Tuesday, October 27, 2009

communion meditation from Sunday

Clare’s been asking me questions about what it means to be dead lately. I suppose we shouldn’t have been telling her that she shouldn’t run in the street or the parking lot because the cars can squash her dead like a bug. I mean yes, we should tell her not to run in the street, but it seems to me like she’s got the second bit about being squashed dead like a bug without having properly absorbed the “don’t run in the street” bit.

What is being dead, she asks me in the car while we’re driving to the grocery store. Um. Well, the best I could do was tell it’s when you’re body is “broken” and doesn’t work anymore for some reason. Then she wanted to know can you fix it. Yeah, sometimes, and that’s what doctors do. This gave her the impression that it’s part of doctors’ jobs to raise people from the dead by fixing dead bodies. Oops. So, okay, being dead is when your body is broken and can’t be fixed. But what happens when you’re dead, is Clare’s follow-up question. And yikes. So I wrack my brain for something comprehensible in Clare’s world, that I also wouldn’t feel completely hypocritical about saying. And the best I can come up with is, “it’s okay to be dead, because God takes care of the dead people.”

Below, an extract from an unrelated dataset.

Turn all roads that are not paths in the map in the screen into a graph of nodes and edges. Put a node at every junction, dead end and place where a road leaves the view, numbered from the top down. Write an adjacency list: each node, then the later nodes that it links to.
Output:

And in all the thinking I’ve done about that conversation and this topic since, that’s still the best I can come up with. Heaven, I don’t know. Hell, I don’t know. But my "I don’t know" is not cynical or despairing. It’s hopeful. Because I don’t know, but I can say, in the midst of my unknowing, that God takes care of the dead people. It’s not that we don’t die, or that death isn’t sad, or even scary. Just that, no matter how sad and scary, we trust that God takes care of us in death just as God takes care of us in life.

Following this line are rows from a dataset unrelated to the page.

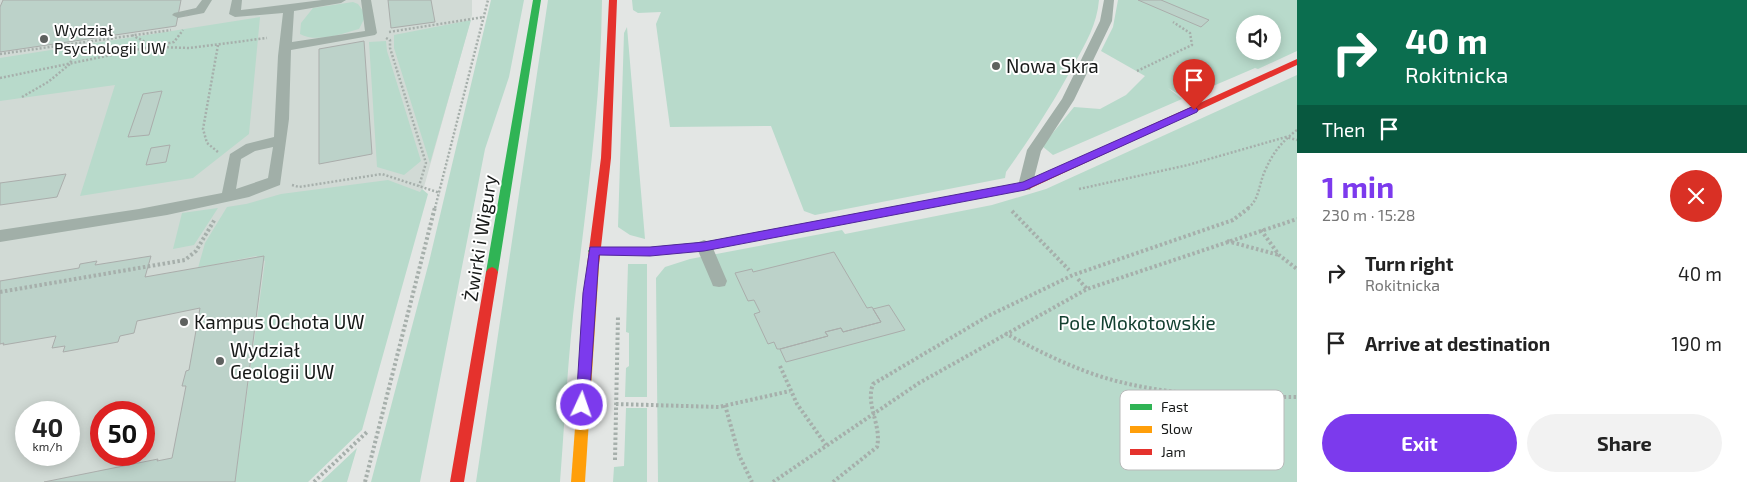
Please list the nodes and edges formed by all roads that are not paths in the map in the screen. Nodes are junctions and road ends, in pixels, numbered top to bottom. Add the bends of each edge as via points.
1 (207, 0) edge
2 (237, 0) edge
3 (341, 0) edge
4 (366, 0) edge
5 (537, 0) edge
6 (614, 0) edge
7 (1109, 0) edge
8 (289, 8) junction
9 (184, 16) dead end
10 (287, 41) junction
11 (1297, 62) edge
12 (279, 140) junction
13 (1025, 186) junction
14 (228, 196) junction
15 (0, 236) edge
16 (704, 246) junction
17 (594, 251) junction
18 (719, 281) dead end
19 (457, 482) edge
20 (578, 482) edge

1 - 9 lane via 200,11
2 - 8 lane via 235,14
3 - 8 lane
4 - 10 lane via 371,33
5 - 19 main road, Żwirki i Wigury
6 - 17 main road via 605,175
7 - 13 lane via 1106,21 1068,100 1034,150
8 - 10 lane
10 - 12 lane
11 - 13 main road
12 - 14 lane via 251,147 235,156
12 - 14 lane via 275,180 264,188
13 - 16 main road
14 - 15 lane via 184,207
16 - 17 main road via 650,251
16 - 18 lane
17 - 20 main road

This is the story of the resurrection, that moment of Jesus’ life that he asked that we remember in these acts of eating and drinking. To remember his body: not just his teaching, his miracles, his sparkly personality, but his body. To remember his blood: that ancient and powerful symbol of life itself, that animates the body. We read and study and marvel at the ways in which God is with Jesus, or is Jesus, in his life, and at the moment of Jesus’ death, in the midst of Jesus’ own unknowing about what would happen. Even when, as some of the gospel accounts tell us, he feels utterly abandoned, crying out, "why have you forsaken me," other accounts tell us that he ends with the sigh, “Father, into your hands I commit my spirit.”  The resurrection itself, three days later, is the narrative’s conclusion that this trust that God takes care of dead people is not misplaced. And Paul tells us, if God took care of Jesus in this way, we may trust this is God’s intent for the rest of us too. This is a hope that is defined not by what we know, for we don’t know anything about how this is going to work. It’s a hope defined by who we know: a God who created for no reason other than love of creation, a God who redeems for no reason other than love of creation. This God will not sit by and watch creation perish, for no reason other than the same love with which God created and sustains and redeems creation. This is the message of Jesus’ life, and death, and resurrection: that we live because God loves us, and this is true now, and eternally. Amen.

1 comment:

holly said...

Gorgeous, JTB. Thanks.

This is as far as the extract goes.